* **TASK**
Pull every line with "fabs" from the data below and copy it.

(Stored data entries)
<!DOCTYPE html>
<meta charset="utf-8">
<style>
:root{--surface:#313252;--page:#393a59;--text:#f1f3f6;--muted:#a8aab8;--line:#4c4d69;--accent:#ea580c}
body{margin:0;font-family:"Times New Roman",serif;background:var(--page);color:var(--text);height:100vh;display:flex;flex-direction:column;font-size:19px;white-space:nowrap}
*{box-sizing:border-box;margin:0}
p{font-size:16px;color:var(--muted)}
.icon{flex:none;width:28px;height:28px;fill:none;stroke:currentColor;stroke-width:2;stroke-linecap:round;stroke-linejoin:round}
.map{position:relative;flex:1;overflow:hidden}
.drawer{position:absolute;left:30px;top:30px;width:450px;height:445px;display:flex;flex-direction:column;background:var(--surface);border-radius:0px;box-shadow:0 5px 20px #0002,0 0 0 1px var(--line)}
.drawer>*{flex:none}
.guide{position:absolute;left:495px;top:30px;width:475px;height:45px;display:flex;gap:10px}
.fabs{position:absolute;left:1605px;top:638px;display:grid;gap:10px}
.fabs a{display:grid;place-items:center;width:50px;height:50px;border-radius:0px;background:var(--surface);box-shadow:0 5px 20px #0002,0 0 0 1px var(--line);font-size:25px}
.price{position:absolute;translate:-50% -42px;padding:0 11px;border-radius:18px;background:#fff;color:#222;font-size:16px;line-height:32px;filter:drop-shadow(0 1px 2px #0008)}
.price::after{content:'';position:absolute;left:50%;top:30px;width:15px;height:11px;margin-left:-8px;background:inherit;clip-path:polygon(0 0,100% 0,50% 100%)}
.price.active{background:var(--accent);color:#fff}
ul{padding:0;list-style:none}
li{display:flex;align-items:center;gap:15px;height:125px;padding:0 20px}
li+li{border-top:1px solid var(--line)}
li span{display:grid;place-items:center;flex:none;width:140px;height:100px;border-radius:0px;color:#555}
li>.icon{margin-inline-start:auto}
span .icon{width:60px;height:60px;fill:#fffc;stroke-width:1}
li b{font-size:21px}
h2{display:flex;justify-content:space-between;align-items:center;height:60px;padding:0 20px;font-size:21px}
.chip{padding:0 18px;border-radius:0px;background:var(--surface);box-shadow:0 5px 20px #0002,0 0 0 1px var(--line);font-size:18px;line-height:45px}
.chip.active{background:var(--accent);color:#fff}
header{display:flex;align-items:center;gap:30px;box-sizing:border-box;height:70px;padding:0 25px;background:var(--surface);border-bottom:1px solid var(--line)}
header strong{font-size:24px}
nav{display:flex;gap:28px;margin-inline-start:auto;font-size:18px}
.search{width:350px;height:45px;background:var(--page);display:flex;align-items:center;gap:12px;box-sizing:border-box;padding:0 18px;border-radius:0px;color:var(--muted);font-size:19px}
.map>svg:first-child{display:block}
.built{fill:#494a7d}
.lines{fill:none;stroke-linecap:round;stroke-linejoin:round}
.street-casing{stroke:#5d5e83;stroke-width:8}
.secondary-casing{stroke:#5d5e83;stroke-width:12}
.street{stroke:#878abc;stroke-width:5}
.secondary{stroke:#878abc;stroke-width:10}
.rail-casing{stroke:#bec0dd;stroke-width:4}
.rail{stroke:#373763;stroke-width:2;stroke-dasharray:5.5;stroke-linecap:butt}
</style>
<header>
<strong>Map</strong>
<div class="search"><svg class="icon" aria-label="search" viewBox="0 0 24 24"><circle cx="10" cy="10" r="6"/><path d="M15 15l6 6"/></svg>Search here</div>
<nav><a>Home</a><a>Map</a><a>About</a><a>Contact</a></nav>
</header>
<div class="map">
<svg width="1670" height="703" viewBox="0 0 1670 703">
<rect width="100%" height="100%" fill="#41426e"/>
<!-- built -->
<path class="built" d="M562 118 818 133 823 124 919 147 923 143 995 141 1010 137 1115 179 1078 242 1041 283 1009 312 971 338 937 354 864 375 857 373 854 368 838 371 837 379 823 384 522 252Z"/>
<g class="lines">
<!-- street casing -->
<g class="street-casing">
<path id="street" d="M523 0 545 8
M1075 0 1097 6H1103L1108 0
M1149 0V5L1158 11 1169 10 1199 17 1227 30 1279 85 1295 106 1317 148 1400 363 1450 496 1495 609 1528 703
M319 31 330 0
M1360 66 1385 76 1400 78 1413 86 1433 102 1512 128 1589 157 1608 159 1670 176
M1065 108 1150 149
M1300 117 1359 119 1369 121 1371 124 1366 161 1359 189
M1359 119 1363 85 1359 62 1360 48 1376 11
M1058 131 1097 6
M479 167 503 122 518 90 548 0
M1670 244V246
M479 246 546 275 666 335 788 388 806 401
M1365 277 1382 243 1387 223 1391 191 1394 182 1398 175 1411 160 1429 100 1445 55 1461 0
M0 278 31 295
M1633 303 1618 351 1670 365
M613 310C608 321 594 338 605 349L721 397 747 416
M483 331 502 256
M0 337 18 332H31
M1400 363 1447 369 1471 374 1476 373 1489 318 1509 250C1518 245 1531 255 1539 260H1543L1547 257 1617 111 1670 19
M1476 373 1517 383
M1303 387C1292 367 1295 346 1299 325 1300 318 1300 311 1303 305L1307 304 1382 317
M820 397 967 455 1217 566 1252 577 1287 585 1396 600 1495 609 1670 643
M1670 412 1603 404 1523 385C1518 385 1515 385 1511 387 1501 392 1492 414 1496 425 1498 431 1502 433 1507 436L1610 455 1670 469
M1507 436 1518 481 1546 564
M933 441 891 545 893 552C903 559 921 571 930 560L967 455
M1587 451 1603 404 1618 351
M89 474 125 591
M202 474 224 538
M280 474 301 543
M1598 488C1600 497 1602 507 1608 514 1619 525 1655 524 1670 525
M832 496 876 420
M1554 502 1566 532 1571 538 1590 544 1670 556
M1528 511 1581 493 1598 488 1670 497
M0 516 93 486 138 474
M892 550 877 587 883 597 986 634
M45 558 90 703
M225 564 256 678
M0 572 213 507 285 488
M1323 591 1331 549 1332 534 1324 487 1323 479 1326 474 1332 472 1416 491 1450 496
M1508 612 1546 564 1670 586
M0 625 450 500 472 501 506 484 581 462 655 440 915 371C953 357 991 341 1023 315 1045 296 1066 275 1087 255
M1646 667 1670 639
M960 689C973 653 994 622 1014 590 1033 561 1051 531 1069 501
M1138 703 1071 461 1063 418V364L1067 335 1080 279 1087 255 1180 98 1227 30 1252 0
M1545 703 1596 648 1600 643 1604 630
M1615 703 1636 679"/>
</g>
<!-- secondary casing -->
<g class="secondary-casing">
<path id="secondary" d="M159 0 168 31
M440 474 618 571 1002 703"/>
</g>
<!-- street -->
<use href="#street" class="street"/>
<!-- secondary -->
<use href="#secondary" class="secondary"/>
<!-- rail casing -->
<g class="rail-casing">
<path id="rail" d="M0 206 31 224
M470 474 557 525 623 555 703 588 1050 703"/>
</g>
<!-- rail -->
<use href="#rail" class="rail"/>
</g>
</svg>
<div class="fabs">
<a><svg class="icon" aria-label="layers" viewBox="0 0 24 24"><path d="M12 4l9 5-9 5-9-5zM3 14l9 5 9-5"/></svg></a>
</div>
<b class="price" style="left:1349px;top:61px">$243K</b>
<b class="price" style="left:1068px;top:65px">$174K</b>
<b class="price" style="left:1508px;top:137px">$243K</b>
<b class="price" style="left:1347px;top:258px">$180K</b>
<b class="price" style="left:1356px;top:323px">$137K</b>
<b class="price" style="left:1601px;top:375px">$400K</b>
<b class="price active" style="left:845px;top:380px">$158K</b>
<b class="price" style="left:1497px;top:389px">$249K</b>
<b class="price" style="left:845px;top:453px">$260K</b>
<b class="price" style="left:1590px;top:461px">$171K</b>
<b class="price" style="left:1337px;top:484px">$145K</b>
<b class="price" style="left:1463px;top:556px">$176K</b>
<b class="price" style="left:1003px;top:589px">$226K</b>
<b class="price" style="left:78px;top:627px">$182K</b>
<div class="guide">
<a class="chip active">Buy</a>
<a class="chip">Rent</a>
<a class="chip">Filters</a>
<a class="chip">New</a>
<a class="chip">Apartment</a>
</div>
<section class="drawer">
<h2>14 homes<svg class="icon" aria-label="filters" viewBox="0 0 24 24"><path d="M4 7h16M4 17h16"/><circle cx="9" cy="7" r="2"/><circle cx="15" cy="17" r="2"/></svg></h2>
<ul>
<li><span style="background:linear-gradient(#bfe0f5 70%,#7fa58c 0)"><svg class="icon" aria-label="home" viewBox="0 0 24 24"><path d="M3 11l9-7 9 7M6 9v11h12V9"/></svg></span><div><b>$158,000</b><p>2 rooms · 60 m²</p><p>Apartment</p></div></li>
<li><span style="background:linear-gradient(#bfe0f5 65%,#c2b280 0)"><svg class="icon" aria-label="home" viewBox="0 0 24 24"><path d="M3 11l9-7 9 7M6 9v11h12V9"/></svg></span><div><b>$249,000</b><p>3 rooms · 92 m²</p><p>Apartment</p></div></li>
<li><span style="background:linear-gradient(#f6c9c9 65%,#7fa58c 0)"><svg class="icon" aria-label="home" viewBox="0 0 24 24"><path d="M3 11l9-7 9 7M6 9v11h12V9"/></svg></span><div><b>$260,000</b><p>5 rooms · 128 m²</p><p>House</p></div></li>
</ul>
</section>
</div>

* **WRITTEN ANSWER**
.fabs{position:absolute;left:1605px;top:638px;display:grid;gap:10px}
.fabs a{display:grid;place-items:center;width:50px;height:50px;border-radius:0px;background:var(--surface);box-shadow:0 5px 20px #0002,0 0 0 1px var(--line);font-size:25px}
<div class="fabs">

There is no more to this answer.